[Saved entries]
.....

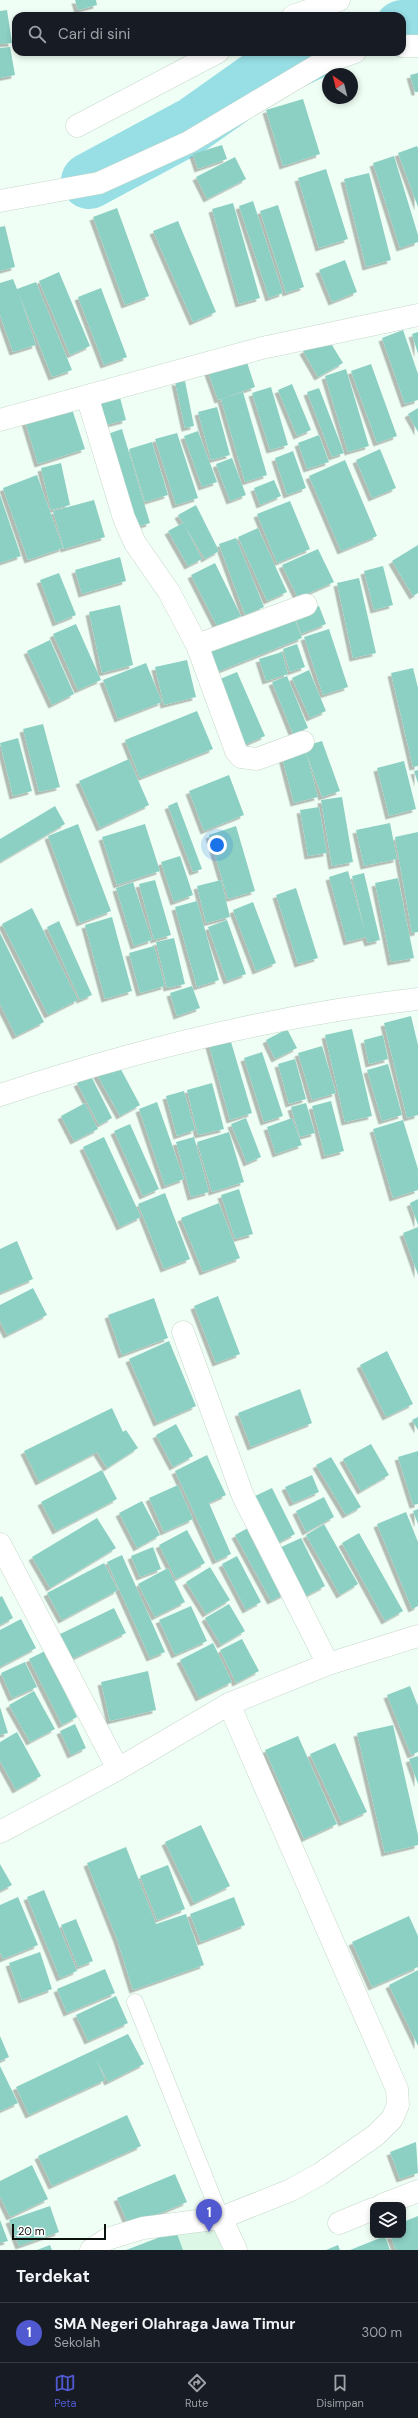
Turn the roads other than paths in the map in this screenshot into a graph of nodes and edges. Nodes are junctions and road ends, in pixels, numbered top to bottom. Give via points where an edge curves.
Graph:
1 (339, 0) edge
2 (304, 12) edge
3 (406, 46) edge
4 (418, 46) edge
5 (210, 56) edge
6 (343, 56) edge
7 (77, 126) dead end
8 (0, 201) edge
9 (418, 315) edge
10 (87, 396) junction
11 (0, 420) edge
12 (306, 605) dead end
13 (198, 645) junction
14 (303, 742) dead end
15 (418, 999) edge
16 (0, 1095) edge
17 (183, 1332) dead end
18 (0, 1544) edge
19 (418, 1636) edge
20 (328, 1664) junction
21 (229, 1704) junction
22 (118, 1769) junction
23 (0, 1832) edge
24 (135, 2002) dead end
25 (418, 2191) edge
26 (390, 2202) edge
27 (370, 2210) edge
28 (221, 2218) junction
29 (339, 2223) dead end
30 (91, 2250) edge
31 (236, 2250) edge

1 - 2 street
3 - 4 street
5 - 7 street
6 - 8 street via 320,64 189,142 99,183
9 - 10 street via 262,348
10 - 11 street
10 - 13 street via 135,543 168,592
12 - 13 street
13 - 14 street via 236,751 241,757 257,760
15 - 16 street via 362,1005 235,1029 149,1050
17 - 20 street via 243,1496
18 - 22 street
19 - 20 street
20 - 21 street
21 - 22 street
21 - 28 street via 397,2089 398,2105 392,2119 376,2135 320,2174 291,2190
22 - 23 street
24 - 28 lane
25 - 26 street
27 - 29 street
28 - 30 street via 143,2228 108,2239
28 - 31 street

.....

## HOW TO COMPLETE THIS TASK
Every line of the data above is to be set down exactly; the pictures are not.

## TASK ANSWER
Turn the roads other than paths in the map in this screenshot into a graph of nodes and edges. Nodes are junctions and road ends, in pixels, numbered top to bottom. Give via points where an edge curves.
Graph:
1 (339, 0) edge
2 (304, 12) edge
3 (406, 46) edge
4 (418, 46) edge
5 (210, 56) edge
6 (343, 56) edge
7 (77, 126) dead end
8 (0, 201) edge
9 (418, 315) edge
10 (87, 396) junction
11 (0, 420) edge
12 (306, 605) dead end
13 (198, 645) junction
14 (303, 742) dead end
15 (418, 999) edge
16 (0, 1095) edge
17 (183, 1332) dead end
18 (0, 1544) edge
19 (418, 1636) edge
20 (328, 1664) junction
21 (229, 1704) junction
22 (118, 1769) junction
23 (0, 1832) edge
24 (135, 2002) dead end
25 (418, 2191) edge
26 (390, 2202) edge
27 (370, 2210) edge
28 (221, 2218) junction
29 (339, 2223) dead end
30 (91, 2250) edge
31 (236, 2250) edge

1 - 2 street
3 - 4 street
5 - 7 street
6 - 8 street via 320,64 189,142 99,183
9 - 10 street via 262,348
10 - 11 street
10 - 13 street via 135,543 168,592
12 - 13 street
13 - 14 street via 236,751 241,757 257,760
15 - 16 street via 362,1005 235,1029 149,1050
17 - 20 street via 243,1496
18 - 22 street
19 - 20 street
20 - 21 street
21 - 22 street
21 - 28 street via 397,2089 398,2105 392,2119 376,2135 320,2174 291,2190
22 - 23 street
24 - 28 lane
25 - 26 street
27 - 29 street
28 - 30 street via 143,2228 108,2239
28 - 31 street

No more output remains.